Stored items
-- -- --

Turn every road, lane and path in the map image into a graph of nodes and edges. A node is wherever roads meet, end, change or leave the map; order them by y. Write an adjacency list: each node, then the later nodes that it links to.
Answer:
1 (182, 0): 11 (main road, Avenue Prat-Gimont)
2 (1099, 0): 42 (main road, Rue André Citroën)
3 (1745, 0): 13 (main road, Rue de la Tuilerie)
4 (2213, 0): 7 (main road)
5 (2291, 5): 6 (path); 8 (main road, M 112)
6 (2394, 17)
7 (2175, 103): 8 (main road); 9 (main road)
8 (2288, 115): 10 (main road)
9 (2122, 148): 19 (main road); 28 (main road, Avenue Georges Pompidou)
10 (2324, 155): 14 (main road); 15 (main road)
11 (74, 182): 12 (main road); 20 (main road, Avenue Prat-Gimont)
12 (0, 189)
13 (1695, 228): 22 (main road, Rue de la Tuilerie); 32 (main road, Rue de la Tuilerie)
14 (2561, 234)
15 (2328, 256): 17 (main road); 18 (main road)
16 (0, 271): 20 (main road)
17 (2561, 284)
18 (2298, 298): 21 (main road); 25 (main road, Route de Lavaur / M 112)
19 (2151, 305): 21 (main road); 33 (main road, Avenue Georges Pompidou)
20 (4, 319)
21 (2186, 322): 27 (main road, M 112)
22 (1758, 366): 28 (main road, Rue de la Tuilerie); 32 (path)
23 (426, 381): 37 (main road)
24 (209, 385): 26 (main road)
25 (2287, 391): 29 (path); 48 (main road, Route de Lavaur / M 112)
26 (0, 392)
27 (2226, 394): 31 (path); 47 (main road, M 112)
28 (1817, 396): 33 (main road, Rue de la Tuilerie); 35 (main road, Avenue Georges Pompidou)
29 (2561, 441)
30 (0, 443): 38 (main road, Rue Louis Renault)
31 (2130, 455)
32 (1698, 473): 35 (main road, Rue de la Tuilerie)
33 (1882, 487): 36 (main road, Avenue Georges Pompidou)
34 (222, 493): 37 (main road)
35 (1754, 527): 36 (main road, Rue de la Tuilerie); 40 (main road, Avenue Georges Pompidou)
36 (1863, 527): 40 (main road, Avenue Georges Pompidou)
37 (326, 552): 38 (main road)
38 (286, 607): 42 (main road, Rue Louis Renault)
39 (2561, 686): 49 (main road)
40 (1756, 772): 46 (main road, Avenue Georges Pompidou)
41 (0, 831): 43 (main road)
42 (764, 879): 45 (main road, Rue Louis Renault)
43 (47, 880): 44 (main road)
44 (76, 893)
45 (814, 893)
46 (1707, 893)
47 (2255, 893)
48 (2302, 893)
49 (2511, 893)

-- -- --

Return the lines above exactly, keeping every word.

Answer section
Turn every road, lane and path in the map image into a graph of nodes and edges. A node is wherever roads meet, end, change or leave the map; order them by y. Write an adjacency list: each node, then the later nodes that it links to.
Answer:
1 (182, 0): 11 (main road, Avenue Prat-Gimont)
2 (1099, 0): 42 (main road, Rue André Citroën)
3 (1745, 0): 13 (main road, Rue de la Tuilerie)
4 (2213, 0): 7 (main road)
5 (2291, 5): 6 (path); 8 (main road, M 112)
6 (2394, 17)
7 (2175, 103): 8 (main road); 9 (main road)
8 (2288, 115): 10 (main road)
9 (2122, 148): 19 (main road); 28 (main road, Avenue Georges Pompidou)
10 (2324, 155): 14 (main road); 15 (main road)
11 (74, 182): 12 (main road); 20 (main road, Avenue Prat-Gimont)
12 (0, 189)
13 (1695, 228): 22 (main road, Rue de la Tuilerie); 32 (main road, Rue de la Tuilerie)
14 (2561, 234)
15 (2328, 256): 17 (main road); 18 (main road)
16 (0, 271): 20 (main road)
17 (2561, 284)
18 (2298, 298): 21 (main road); 25 (main road, Route de Lavaur / M 112)
19 (2151, 305): 21 (main road); 33 (main road, Avenue Georges Pompidou)
20 (4, 319)
21 (2186, 322): 27 (main road, M 112)
22 (1758, 366): 28 (main road, Rue de la Tuilerie); 32 (path)
23 (426, 381): 37 (main road)
24 (209, 385): 26 (main road)
25 (2287, 391): 29 (path); 48 (main road, Route de Lavaur / M 112)
26 (0, 392)
27 (2226, 394): 31 (path); 47 (main road, M 112)
28 (1817, 396): 33 (main road, Rue de la Tuilerie); 35 (main road, Avenue Georges Pompidou)
29 (2561, 441)
30 (0, 443): 38 (main road, Rue Louis Renault)
31 (2130, 455)
32 (1698, 473): 35 (main road, Rue de la Tuilerie)
33 (1882, 487): 36 (main road, Avenue Georges Pompidou)
34 (222, 493): 37 (main road)
35 (1754, 527): 36 (main road, Rue de la Tuilerie); 40 (main road, Avenue Georges Pompidou)
36 (1863, 527): 40 (main road, Avenue Georges Pompidou)
37 (326, 552): 38 (main road)
38 (286, 607): 42 (main road, Rue Louis Renault)
39 (2561, 686): 49 (main road)
40 (1756, 772): 46 (main road, Avenue Georges Pompidou)
41 (0, 831): 43 (main road)
42 (764, 879): 45 (main road, Rue Louis Renault)
43 (47, 880): 44 (main road)
44 (76, 893)
45 (814, 893)
46 (1707, 893)
47 (2255, 893)
48 (2302, 893)
49 (2511, 893)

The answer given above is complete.